Menudo rollo me he tirado y todavía no he empezado con lo importante: cómo se hizo el claustro. Al lío.

Lo primero, hacer un boceto de lo que más o menos quieres hacer. Podéis buscar ideas en San Google o ir a visitar alguno, si tenéis la suerte de tener una iglesia viejuna en la ciudad (o algo que antiguamente fue iglesia, como el penal del Puerto). Del boceto no hay foto, que da cosica ponerlo. En fin, un dibujo que sea suficiente para plasmar tu idea, aunque sea a grandes rasgos. Ya, lo bien que quede dependerá de la calidad del dibujante... el mío eran cuatro rayejos en una servilleta de una cafetería, que luego se convirtieron en ocho rayejos en un folio en casa. En fin.

Boceto hecho, idea plasmada. Ahora toca escoger materiales. Como sabéis por el barco (ver entradas anteriores, aquí, aquí y aquí... ah, y aquí), me gusta trabajar con pvc espumado, porque es ligero, resistente, pega bien y se talla/graba de maravilla. Así que los muros del claustro van a ir de pvc espumado. Pero el pvc espumado tiene un problemilla, que es un poco caro. Como tampoco quería dejarme tanto dinero como para que me saliera más rentable buscar una maqueta ya hecha, pues eché mano de otro material que tenía por casa y que usaba antes para hacer maquetas: cartón-pluma, o foamboard, para los que no sepan decirlo en castellano :P ¿Qué rayos es el cartón-pluma? Básicamente es una lámina de corcho blanco metida entre dos cartulinas gruesas. Se corta bastante bien, y es tan ligero como el pvc espumado, peeeero es menos resistente, con la humedad se comba, y como se doble quedan unas rayas muy, muy feas. Ah, sí, y ciertos pegamentos y sprays derriten (literalmente, no me lo invento) el núcleo de corcho.

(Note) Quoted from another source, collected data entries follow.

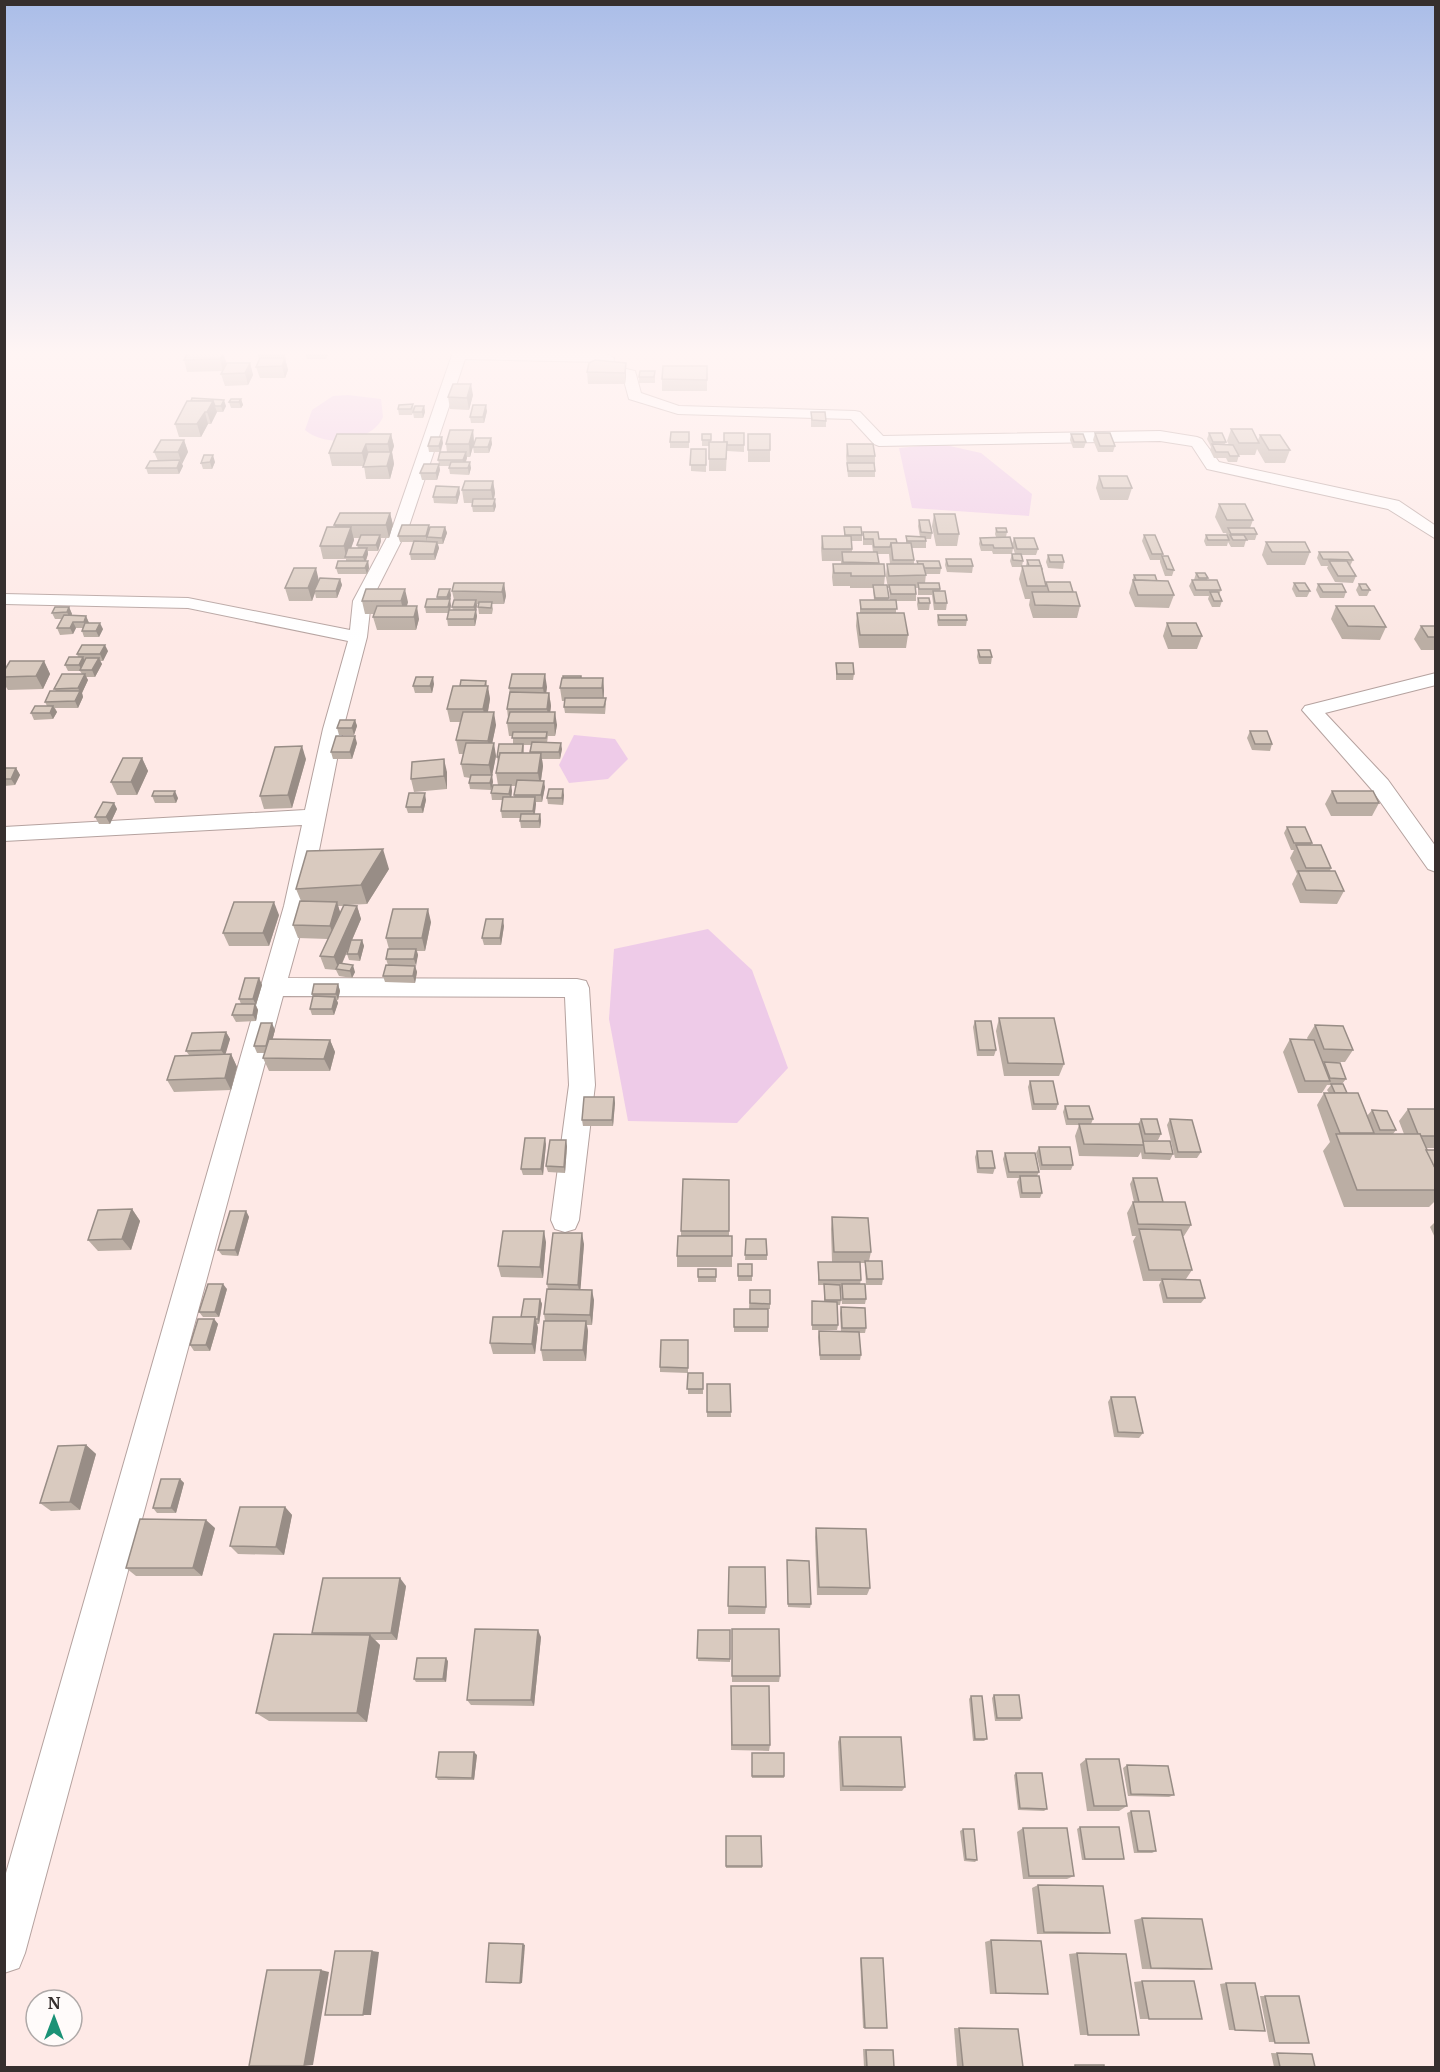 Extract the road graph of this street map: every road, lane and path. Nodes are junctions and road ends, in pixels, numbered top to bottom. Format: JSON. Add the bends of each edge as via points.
{"nodes":[{"id":1,"x":427,"y":449,"type":"edge"},
{"id":2,"x":1201,"y":449,"type":"edge"},
{"id":3,"x":1436,"y":534,"type":"edge"},
{"id":4,"x":4,"y":599,"type":"edge"},
{"id":5,"x":358,"y":637,"type":"junction"},
{"id":6,"x":1436,"y":679,"type":"edge"},
{"id":7,"x":314,"y":817,"type":"junction"},
{"id":8,"x":4,"y":834,"type":"edge"},
{"id":9,"x":1436,"y":864,"type":"edge"},
{"id":10,"x":273,"y":987,"type":"junction"},
{"id":11,"x":565,"y":1220,"type":"dead end"},
{"id":12,"x":4,"y":1953,"type":"edge"}],
"edges":[{"from":1,"to":5,"type":"street","via":[[401,526],[362,601]]},
{"from":2,"to":3,"type":"street","via":[[1213,466],[1393,505]]},
{"from":4,"to":5,"type":"street","via":[[188,603]]},
{"from":5,"to":7,"type":"street"},
{"from":6,"to":9,"type":"street","via":[[1312,710],[1380,785]]},
{"from":7,"to":8,"type":"street"},
{"from":7,"to":10,"type":"street","via":[[296,906]]},
{"from":10,"to":11,"type":"street","via":[[577,988],[582,1085]]},
{"from":10,"to":12,"type":"street"}]}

Así que: pvc espumado para los muros, cartón-pluma para la base.

También tenía que hacer el suelo por el que van los monjes a misa. El cartón-pluma no se graba demasiado bien, así que vuelta al pvc, pero esta vez ya pre-grabado.

Y el césped... o mejor un claustro abandonado de suelo yermo... no, césped, y hierbecita, y florecitas... pues césped artificial.

Recopilando lo de arriba: Materiales: pvc espumado de 3mm para los muros, cartón-pluma blanco de 3 mm para el suelo/base, pvc espumado de 1 mm pre-grabado para el empedrado, césped y flores artificiales (aquí cada uno que use el que más le guste, yo tengo aún "arenilla" verde de cuando montaba el belén en mi casa), pegamento, cutter, reglas, buriles, pintura (y aerógrafo, os lo recomiendo) y muuuuuuuuuuuuuuuuuuuucha paciencia (casi tanta como para leer esta entrada).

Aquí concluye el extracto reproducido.